Equities extend gain amid lower yield, thin volume | CMC Markets Daily Commentary
Today is likely to be a quiet day for global markets, due to the US Independence day holiday. US equity indices moved higher overnight, led by defensive sectors namely real estates (+1.47%), consumer staples (+1.36%), health care (+0.91%) and utilities (+0.85%). Sectors that underperformed benchmark include materials (+0.51%), industrials (+0.53%), financials (+0.59%) and energy (+0.60%). The volume wasn’t inspiring due to shorter trading hours and lower participation ahead of the holiday.
US treasury yields continued their downward trajectory as a disappointing ADP private sector payroll report raised expectations for more rate cuts down the road. The private sector added 102k jobs last month, missing forecast of 140k and marking another soft month in the jobs market following last month’s reading of 27k.
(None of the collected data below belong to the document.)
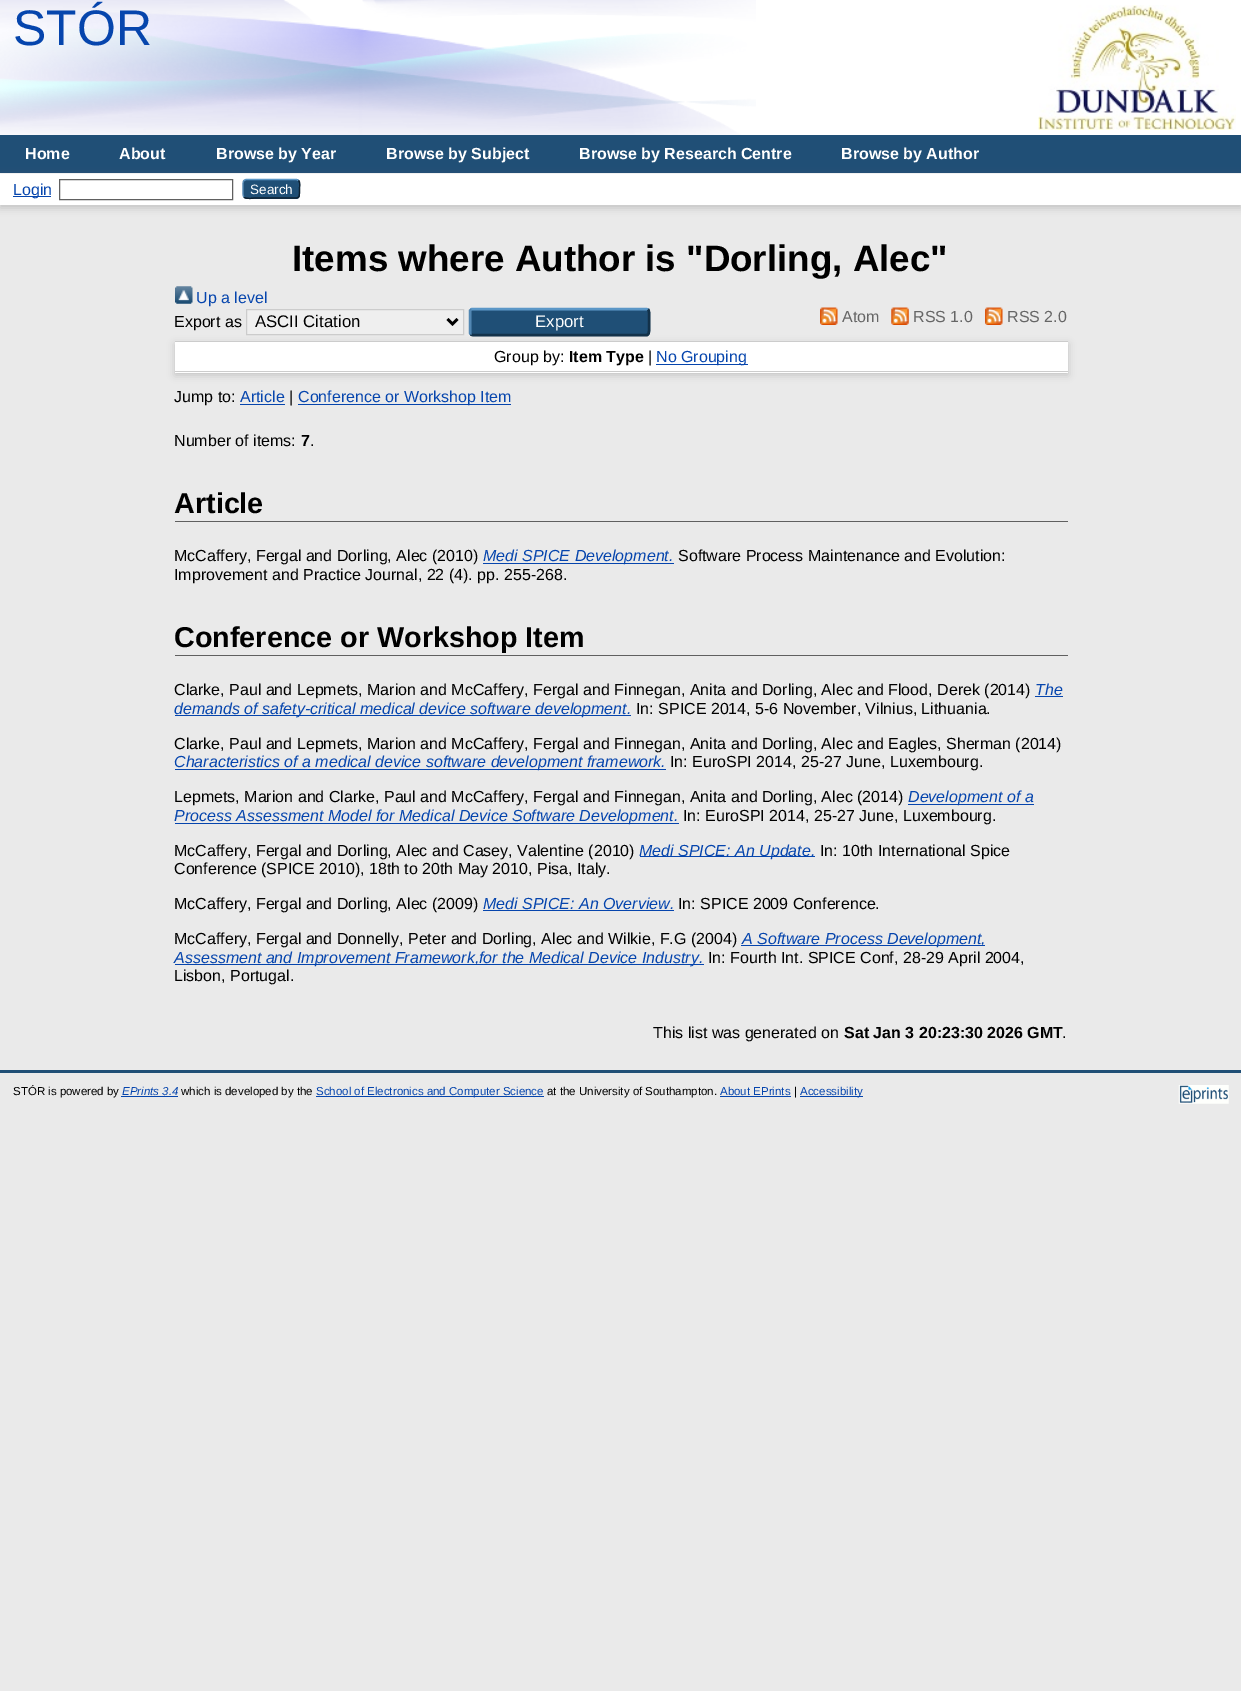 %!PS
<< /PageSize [1241 1691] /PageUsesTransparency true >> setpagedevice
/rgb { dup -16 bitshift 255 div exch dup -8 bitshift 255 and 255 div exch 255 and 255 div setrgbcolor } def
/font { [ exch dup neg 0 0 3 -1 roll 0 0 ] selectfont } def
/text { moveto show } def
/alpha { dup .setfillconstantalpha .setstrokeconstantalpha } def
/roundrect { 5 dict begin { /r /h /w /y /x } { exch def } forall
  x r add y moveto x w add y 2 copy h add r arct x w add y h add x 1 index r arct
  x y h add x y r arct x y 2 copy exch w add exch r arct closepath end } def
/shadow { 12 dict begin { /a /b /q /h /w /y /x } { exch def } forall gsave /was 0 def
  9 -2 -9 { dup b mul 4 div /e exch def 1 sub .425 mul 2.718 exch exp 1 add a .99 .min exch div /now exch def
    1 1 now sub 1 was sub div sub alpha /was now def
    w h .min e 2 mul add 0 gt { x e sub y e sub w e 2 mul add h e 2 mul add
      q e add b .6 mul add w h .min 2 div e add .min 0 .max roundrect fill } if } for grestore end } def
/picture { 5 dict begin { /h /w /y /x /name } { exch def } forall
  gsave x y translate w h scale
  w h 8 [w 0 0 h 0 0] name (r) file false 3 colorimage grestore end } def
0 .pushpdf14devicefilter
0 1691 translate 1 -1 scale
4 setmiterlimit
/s1 { /LiberationSans-Regular 50 font 16#0645AD rgb } def
/s2 { /LiberationSans-Bold 16 font 16#FFFFFF rgb } def
/s3 { /LiberationSans-Regular 16 font 16#0645AD rgb } def
/s4 { /LiberationSans-Regular 13.5 font 16#FFFFFF rgb } def
/s5 { /LiberationSans-Bold 36.75 font 16#000000 rgb } def
/s6 { /LiberationSans-Regular 16 font 16#000000 rgb } def
/s7 { /LiberationSans-Regular 16.75 font 16#000000 rgb } def
/s8 { /LiberationSans-Regular 16.75 font 16#FFFFFF rgb } def
/s9 { /LiberationSans-Regular 16 font 16#666666 rgb } def
/s10 { /LiberationSans-Bold 16 font 16#000000 rgb } def
/s11 { /LiberationSans-Bold 28.75 font 16#000000 rgb } def
/s12 { /LiberationSans-Italic 16 font 16#0645AD rgb } def
/s13 { /LiberationSans-Regular 11.5 font 16#000000 rgb } def
/s14 { /LiberationSans-Italic 11.5 font 16#0645AD rgb } def
/s15 { /LiberationSans-Regular 11.5 font 16#0645AD rgb } def
16#EAEAEA rgb
0 0 1241 1691 rectfill
16#FFFFFF rgb
0 0 1241 135 rectfill
(pic1.raw) 0 0 756 135 picture
s1
(STÓR) 13 45 text
(pic2.raw) 1038 5 198 125 picture
16#204F76 rgb
0 135 1241 38 rectfill
16#FFFFFF rgb
0 173 1241 1 rectfill
s2
(Home) 25 159 text
(About) 119 159 text
(Browse by Year) 216 159 text
(Browse by Subject) 386 159 text
(Browse by Research Centre) 579 159 text
(Browse by Author) 841 159 text
16#646464 rgb
0 176 1241 32 0 4 0.3 shadow
16#FFFFFF rgb
0 174 1241 31 rectfill
16#0645AD rgb
13 196 38 1 rectfill
s3
(Login) 13 195 text
16#606060 rgb
59.5 179.5 173 20 rectstroke
16#1F4F76 rgb
243 179 57 20 4 roundrect fill
16#5B97C7 rgb
1.2 setlinewidth
244 180.5 moveto 246 179.5 lineto 296.5 179.5 lineto 298.5 180.5 lineto stroke
16#0D2131 rgb
298.5 180.5 moveto 300.5 182.5 299.5 186.5 299.5 189 curveto 299.5 199.5 299.5 198 288 198 curveto 254.5 198 lineto 254 198 246.5 199.5 244 197 curveto stroke
16#5287B3 rgb
244 197 moveto 242.5 195.5 243 191 243 189 curveto 243 186.5 242.5 182 244 180.5 curveto stroke
s4
(Search) 250 194 text
s5
(Items where Author is "Dorling, Alec") 292 271 text
(pic3.raw) 175 286 18 18 picture
s3
(Up a level) 196 303 text
s6
(Export as) 174 327 text
16#646464 rgb
175 344 893 31 0 4 0.3 shadow
16#EFEFEF rgb
246.5 309.5 moveto 463.5 309.5 lineto 463.5 334.5 lineto 246.5 334.5 lineto closepath gsave fill grestore
16#CCCCCC rgb
1 setlinewidth
stroke
16#000000 rgb
2.5 setlinewidth
447.5 319 moveto 452.5 324 lineto 457.5 319 lineto stroke
s7
(ASCII Citation) 255 327 text
16#1F4F76 rgb
469 308 181 28 4 roundrect fill
16#5B97C7 rgb
470.5 309.5 moveto 472.5 309 lineto 646 309 lineto 648 309.5 lineto stroke
16#13324A rgb
648 309.5 moveto 650 311 649 322.5 649 325.5 curveto 649 327.5 650 334 647 335 curveto 472.5 335 lineto 470.5 334.5 lineto stroke
16#5287B3 rgb
470.5 334.5 moveto 470.5 334 470 333 470 332.5 curveto 470 311 lineto 470 310.5 470.5 310 470.5 309.5 curveto stroke
s8
(Export) 535 327 text
(pic4.raw) 820 307 18 18 picture
s9
(Atom) 842 322 text
(pic5.raw) 891 307 18 18 picture
(RSS 1.0) 913 322 text
(pic4.raw) 985 307 18 18 picture
(RSS 2.0) 1007 322 text
16#FFFFFF rgb
175 342 893 31 rectfill
16#CCCCCC rgb
175 341 893 1 rectfill
175 371 893 1 rectfill
s6
(Group by:) 494 362 text
s10
(Item Type) 569 362 text
s6
(|) 648 362 text
16#0645AD rgb
656 364 92 1 rectfill
(No Grouping) 656 362 text
s6
(Jump to:) 174 402 text
s3
(Article) 240 402 text
240 404 45 1 rectfill
s6
(|) 289 402 text
16#0645AD rgb
298 404 213 1 rectfill
(Conference or Workshop Item) 298 402 text
s6
(Number of items:) 174 446 text
s10
(7) 301 446 text
s6
(.) 310 446 text
16#606060 rgb
175 521 893 1 rectfill
s11
(Article) 174 513 text
s6
(McCaffery, Fergal and Dorling, Alec \(2010\)) 174 561 text
16#0645AD rgb
483 563 191 1 rectfill
s12
(Medi SPICE Development.) 483 561 text
s6
(Software Process Maintenance and Evolution:) 678 561 text
(Improvement and Practice Journal, 22 \(4\). pp. 255-268.) 174 580 text
16#606060 rgb
175 655 893 1 rectfill
s11
(Conference or Workshop Item) 174 647 text
s6
(Clarke, Paul and Lepmets, Marion and McCaffery, Fergal and Finnegan, Anita and Dorling, Alec and Flood, Derek \(2014\)) 174 695 text
s12
(The) 1035 695 text
1035 696 28 1 rectfill
175 715 456 1 rectfill
(demands of safety-critical medical device software development.) 174 714 text
s6
(In: SPICE 2014, 5-6 November, Vilnius, Lithuania.) 636 714 text
(Clarke, Paul and Lepmets, Marion and McCaffery, Fergal and Finnegan, Anita and Dorling, Alec and Eagles, Sherman \(2014\)) 174 749 text
16#0645AD rgb
175 769 491 1 rectfill
s12
(Characteristics of a medical device software development framework.) 174 767 text
s6
(In: EuroSPI 2014, 25-27 June, Luxembourg.) 670 767 text
(Lepmets, Marion and Clarke, Paul and McCaffery, Fergal and Finnegan, Anita and Dorling, Alec \(2014\)) 174 802 text
16#0645AD rgb
908 804 126 1 rectfill
s12
(Development of a) 908 802 text
175 823 504 1 rectfill
(Process Assessment Model for Medical Device Software Development.) 174 821 text
s6
(In: EuroSPI 2014, 25-27 June, Luxembourg.) 683 821 text
(McCaffery, Fergal and Dorling, Alec and Casey, Valentine \(2010\)) 174 856 text
16#0645AD rgb
640 856 175 1 rectfill
s12
(Medi SPICE: An Update.) 639 856 text
s6
(In: 10th International Spice) 820 856 text
(Conference \(SPICE 2010\), 18th to 20th May 2010, Pisa, Italy.) 174 874 text
(McCaffery, Fergal and Dorling, Alec \(2009\)) 174 909 text
s12
(Medi SPICE: An Overview.) 483 909 text
483 910 191 1 rectfill
s6
(In: SPICE 2009 Conference.) 678 909 text
(McCaffery, Fergal and Donnelly, Peter and Dorling, Alec and Wilkie, F.G \(2004\)) 174 944 text
16#0645AD rgb
741 945 244 1 rectfill
s12
(A Software Process Development,) 742 944 text
175 964 529 1 rectfill
(Assessment and Improvement Framework,for the Medical Device Industry.) 174 963 text
s6
(In: Fourth Int. SPICE Conf, 28-29 April 2004,) 708 963 text
(Lisbon, Portugal.) 174 981 text
(This list was generated on) 653 1038 text
s10
(Sat Jan 3 20:23:30 2026 GMT) 844 1038 text
s6
(.) 1062 1038 text
16#204F76 rgb
0 1070 1241 3 rectfill
s13
(STÓR is powered by) 13 1095 text
s14
(EPrints 3.4) 122 1095 text
121 1096 57 1 rectfill
s13
(which is developed by the) 181 1095 text
16#0645AD rgb
316 1096 228 1 rectfill
(School of Electronics and Computer Science) 316 1095 text
s13
(at the University of Southampton.) 547 1095 text
s15
(About EPrints) 720 1095 text
720 1096 71 1 rectfill
s13
(|) 794 1095 text
16#0645AD rgb
800 1096 63 1 rectfill
(Accessibility) 800 1095 text
(pic6.raw) 1178 1085 51 19 picture
.poppdf14devicefilter showpage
If this Friday’s non-farm payroll come with a big slash, confirming the weakness in the jobs market, the Fed will have a sense of urgency to cut rates at a faster pace.
The 10-year yield has dived to 1.95%, a level not seen since Oct 2016. Lower treasury yields generally push capital into equity assets seeking for higher return, and it also lowers the borrowing cost as many credit bonds use treasury yield as a risk-free benchmark.
However, the fundamental problem of an economic downturn as suggested by weaker macro data hasn’t been properly addressed or adequately reflected into equity prices yet. The US treasury yield curve is getting more inverted and its 3-month to 4-year yield spread hits negative 0.497%.
The US dollar index has changed little last night. Low volatility in the currency and commodity markets might dominate trading until Friday’s non-farm payroll release.
In Singapore, the STI opened mildly higher on Thursday, but is still trying to pierce through the ‘high pressure’ zone of 3,330-3,390 points where the ‘gap down’ in early May lies. The rest of Asia could see a relief rebound as well but weak economic outlook and ongoing geopolitical noises will likely curb excessive risk taking in the short term.